▸ **What you need to do**
The lines below, all of them, should be returned exactly as they appear.

==========

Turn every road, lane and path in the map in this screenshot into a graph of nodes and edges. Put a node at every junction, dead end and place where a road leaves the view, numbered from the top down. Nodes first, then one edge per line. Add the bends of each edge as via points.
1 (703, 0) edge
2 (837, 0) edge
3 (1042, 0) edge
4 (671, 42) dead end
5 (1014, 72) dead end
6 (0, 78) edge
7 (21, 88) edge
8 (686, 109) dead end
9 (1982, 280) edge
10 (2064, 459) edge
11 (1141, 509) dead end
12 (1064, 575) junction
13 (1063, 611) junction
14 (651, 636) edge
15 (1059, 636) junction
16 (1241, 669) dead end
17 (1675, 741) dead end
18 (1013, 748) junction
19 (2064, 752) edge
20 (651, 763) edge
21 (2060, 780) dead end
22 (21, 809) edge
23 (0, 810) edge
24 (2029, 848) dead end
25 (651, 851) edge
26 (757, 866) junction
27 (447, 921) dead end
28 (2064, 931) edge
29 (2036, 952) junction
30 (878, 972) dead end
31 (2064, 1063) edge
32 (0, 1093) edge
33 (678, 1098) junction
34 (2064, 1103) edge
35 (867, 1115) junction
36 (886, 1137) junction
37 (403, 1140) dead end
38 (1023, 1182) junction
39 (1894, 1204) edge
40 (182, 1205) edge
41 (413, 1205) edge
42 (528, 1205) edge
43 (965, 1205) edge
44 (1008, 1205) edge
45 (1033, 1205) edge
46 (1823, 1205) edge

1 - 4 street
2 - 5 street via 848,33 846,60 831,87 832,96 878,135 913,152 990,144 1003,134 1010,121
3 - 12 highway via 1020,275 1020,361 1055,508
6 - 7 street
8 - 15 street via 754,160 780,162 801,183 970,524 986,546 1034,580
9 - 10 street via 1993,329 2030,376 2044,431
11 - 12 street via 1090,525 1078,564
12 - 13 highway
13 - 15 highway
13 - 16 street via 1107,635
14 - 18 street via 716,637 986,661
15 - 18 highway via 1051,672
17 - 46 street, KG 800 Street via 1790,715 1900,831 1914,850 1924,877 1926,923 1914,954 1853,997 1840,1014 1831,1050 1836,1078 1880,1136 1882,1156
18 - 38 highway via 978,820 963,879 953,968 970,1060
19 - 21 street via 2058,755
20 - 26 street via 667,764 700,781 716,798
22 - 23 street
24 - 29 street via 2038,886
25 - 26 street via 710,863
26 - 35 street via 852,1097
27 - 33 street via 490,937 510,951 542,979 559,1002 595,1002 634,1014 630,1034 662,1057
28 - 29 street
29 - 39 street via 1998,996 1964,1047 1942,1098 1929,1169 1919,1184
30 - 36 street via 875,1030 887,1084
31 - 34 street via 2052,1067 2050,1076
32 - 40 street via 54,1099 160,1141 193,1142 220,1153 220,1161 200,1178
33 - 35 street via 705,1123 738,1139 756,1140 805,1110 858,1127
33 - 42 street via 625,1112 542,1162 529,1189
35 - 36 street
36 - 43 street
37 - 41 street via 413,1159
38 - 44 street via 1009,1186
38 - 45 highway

==========

▸ **Exercise answer**
Turn every road, lane and path in the map in this screenshot into a graph of nodes and edges. Put a node at every junction, dead end and place where a road leaves the view, numbered from the top down. Nodes first, then one edge per line. Add the bends of each edge as via points.
1 (703, 0) edge
2 (837, 0) edge
3 (1042, 0) edge
4 (671, 42) dead end
5 (1014, 72) dead end
6 (0, 78) edge
7 (21, 88) edge
8 (686, 109) dead end
9 (1982, 280) edge
10 (2064, 459) edge
11 (1141, 509) dead end
12 (1064, 575) junction
13 (1063, 611) junction
14 (651, 636) edge
15 (1059, 636) junction
16 (1241, 669) dead end
17 (1675, 741) dead end
18 (1013, 748) junction
19 (2064, 752) edge
20 (651, 763) edge
21 (2060, 780) dead end
22 (21, 809) edge
23 (0, 810) edge
24 (2029, 848) dead end
25 (651, 851) edge
26 (757, 866) junction
27 (447, 921) dead end
28 (2064, 931) edge
29 (2036, 952) junction
30 (878, 972) dead end
31 (2064, 1063) edge
32 (0, 1093) edge
33 (678, 1098) junction
34 (2064, 1103) edge
35 (867, 1115) junction
36 (886, 1137) junction
37 (403, 1140) dead end
38 (1023, 1182) junction
39 (1894, 1204) edge
40 (182, 1205) edge
41 (413, 1205) edge
42 (528, 1205) edge
43 (965, 1205) edge
44 (1008, 1205) edge
45 (1033, 1205) edge
46 (1823, 1205) edge

1 - 4 street
2 - 5 street via 848,33 846,60 831,87 832,96 878,135 913,152 990,144 1003,134 1010,121
3 - 12 highway via 1020,275 1020,361 1055,508
6 - 7 street
8 - 15 street via 754,160 780,162 801,183 970,524 986,546 1034,580
9 - 10 street via 1993,329 2030,376 2044,431
11 - 12 street via 1090,525 1078,564
12 - 13 highway
13 - 15 highway
13 - 16 street via 1107,635
14 - 18 street via 716,637 986,661
15 - 18 highway via 1051,672
17 - 46 street, KG 800 Street via 1790,715 1900,831 1914,850 1924,877 1926,923 1914,954 1853,997 1840,1014 1831,1050 1836,1078 1880,1136 1882,1156
18 - 38 highway via 978,820 963,879 953,968 970,1060
19 - 21 street via 2058,755
20 - 26 street via 667,764 700,781 716,798
22 - 23 street
24 - 29 street via 2038,886
25 - 26 street via 710,863
26 - 35 street via 852,1097
27 - 33 street via 490,937 510,951 542,979 559,1002 595,1002 634,1014 630,1034 662,1057
28 - 29 street
29 - 39 street via 1998,996 1964,1047 1942,1098 1929,1169 1919,1184
30 - 36 street via 875,1030 887,1084
31 - 34 street via 2052,1067 2050,1076
32 - 40 street via 54,1099 160,1141 193,1142 220,1153 220,1161 200,1178
33 - 35 street via 705,1123 738,1139 756,1140 805,1110 858,1127
33 - 42 street via 625,1112 542,1162 529,1189
35 - 36 street
36 - 43 street
37 - 41 street via 413,1159
38 - 44 street via 1009,1186
38 - 45 highway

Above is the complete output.